WHAT NEEDS TO BE DONE:
In this exercise, every entry is to be transcribed exactly as written.

++++++

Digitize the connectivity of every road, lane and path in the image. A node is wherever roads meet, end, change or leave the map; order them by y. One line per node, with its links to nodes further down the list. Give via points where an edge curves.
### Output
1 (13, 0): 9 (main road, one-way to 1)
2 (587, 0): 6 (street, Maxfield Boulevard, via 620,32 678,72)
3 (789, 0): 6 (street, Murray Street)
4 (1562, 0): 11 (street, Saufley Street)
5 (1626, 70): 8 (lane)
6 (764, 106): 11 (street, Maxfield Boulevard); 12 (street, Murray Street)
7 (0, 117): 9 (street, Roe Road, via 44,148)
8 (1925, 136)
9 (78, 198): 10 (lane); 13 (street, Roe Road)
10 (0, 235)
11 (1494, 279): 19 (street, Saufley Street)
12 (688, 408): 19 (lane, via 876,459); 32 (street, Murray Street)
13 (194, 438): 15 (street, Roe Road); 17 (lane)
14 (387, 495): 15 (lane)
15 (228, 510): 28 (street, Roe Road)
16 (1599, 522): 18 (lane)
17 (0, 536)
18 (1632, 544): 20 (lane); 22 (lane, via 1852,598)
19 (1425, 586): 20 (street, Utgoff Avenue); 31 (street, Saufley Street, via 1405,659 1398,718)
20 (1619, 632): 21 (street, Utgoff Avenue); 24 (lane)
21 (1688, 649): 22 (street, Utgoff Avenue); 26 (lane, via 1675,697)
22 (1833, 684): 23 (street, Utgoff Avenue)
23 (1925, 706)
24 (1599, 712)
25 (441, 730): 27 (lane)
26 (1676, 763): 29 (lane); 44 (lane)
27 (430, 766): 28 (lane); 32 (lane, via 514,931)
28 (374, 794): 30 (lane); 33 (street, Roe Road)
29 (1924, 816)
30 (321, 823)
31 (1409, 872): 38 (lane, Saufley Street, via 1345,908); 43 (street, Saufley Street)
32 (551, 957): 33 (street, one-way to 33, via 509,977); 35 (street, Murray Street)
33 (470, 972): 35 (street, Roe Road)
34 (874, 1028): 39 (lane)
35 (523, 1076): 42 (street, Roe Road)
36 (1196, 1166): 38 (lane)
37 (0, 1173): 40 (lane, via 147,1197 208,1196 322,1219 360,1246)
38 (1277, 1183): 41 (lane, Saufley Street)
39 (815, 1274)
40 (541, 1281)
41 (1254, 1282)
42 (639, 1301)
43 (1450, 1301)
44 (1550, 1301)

++++++

RESPONSE TO THIS EXERCISE:
Digitize the connectivity of every road, lane and path in the image. A node is wherever roads meet, end, change or leave the map; order them by y. One line per node, with its links to nodes further down the list. Give via points where an edge curves.
### Output
1 (13, 0): 9 (main road, one-way to 1)
2 (587, 0): 6 (street, Maxfield Boulevard, via 620,32 678,72)
3 (789, 0): 6 (street, Murray Street)
4 (1562, 0): 11 (street, Saufley Street)
5 (1626, 70): 8 (lane)
6 (764, 106): 11 (street, Maxfield Boulevard); 12 (street, Murray Street)
7 (0, 117): 9 (street, Roe Road, via 44,148)
8 (1925, 136)
9 (78, 198): 10 (lane); 13 (street, Roe Road)
10 (0, 235)
11 (1494, 279): 19 (street, Saufley Street)
12 (688, 408): 19 (lane, via 876,459); 32 (street, Murray Street)
13 (194, 438): 15 (street, Roe Road); 17 (lane)
14 (387, 495): 15 (lane)
15 (228, 510): 28 (street, Roe Road)
16 (1599, 522): 18 (lane)
17 (0, 536)
18 (1632, 544): 20 (lane); 22 (lane, via 1852,598)
19 (1425, 586): 20 (street, Utgoff Avenue); 31 (street, Saufley Street, via 1405,659 1398,718)
20 (1619, 632): 21 (street, Utgoff Avenue); 24 (lane)
21 (1688, 649): 22 (street, Utgoff Avenue); 26 (lane, via 1675,697)
22 (1833, 684): 23 (street, Utgoff Avenue)
23 (1925, 706)
24 (1599, 712)
25 (441, 730): 27 (lane)
26 (1676, 763): 29 (lane); 44 (lane)
27 (430, 766): 28 (lane); 32 (lane, via 514,931)
28 (374, 794): 30 (lane); 33 (street, Roe Road)
29 (1924, 816)
30 (321, 823)
31 (1409, 872): 38 (lane, Saufley Street, via 1345,908); 43 (street, Saufley Street)
32 (551, 957): 33 (street, one-way to 33, via 509,977); 35 (street, Murray Street)
33 (470, 972): 35 (street, Roe Road)
34 (874, 1028): 39 (lane)
35 (523, 1076): 42 (street, Roe Road)
36 (1196, 1166): 38 (lane)
37 (0, 1173): 40 (lane, via 147,1197 208,1196 322,1219 360,1246)
38 (1277, 1183): 41 (lane, Saufley Street)
39 (815, 1274)
40 (541, 1281)
41 (1254, 1282)
42 (639, 1301)
43 (1450, 1301)
44 (1550, 1301)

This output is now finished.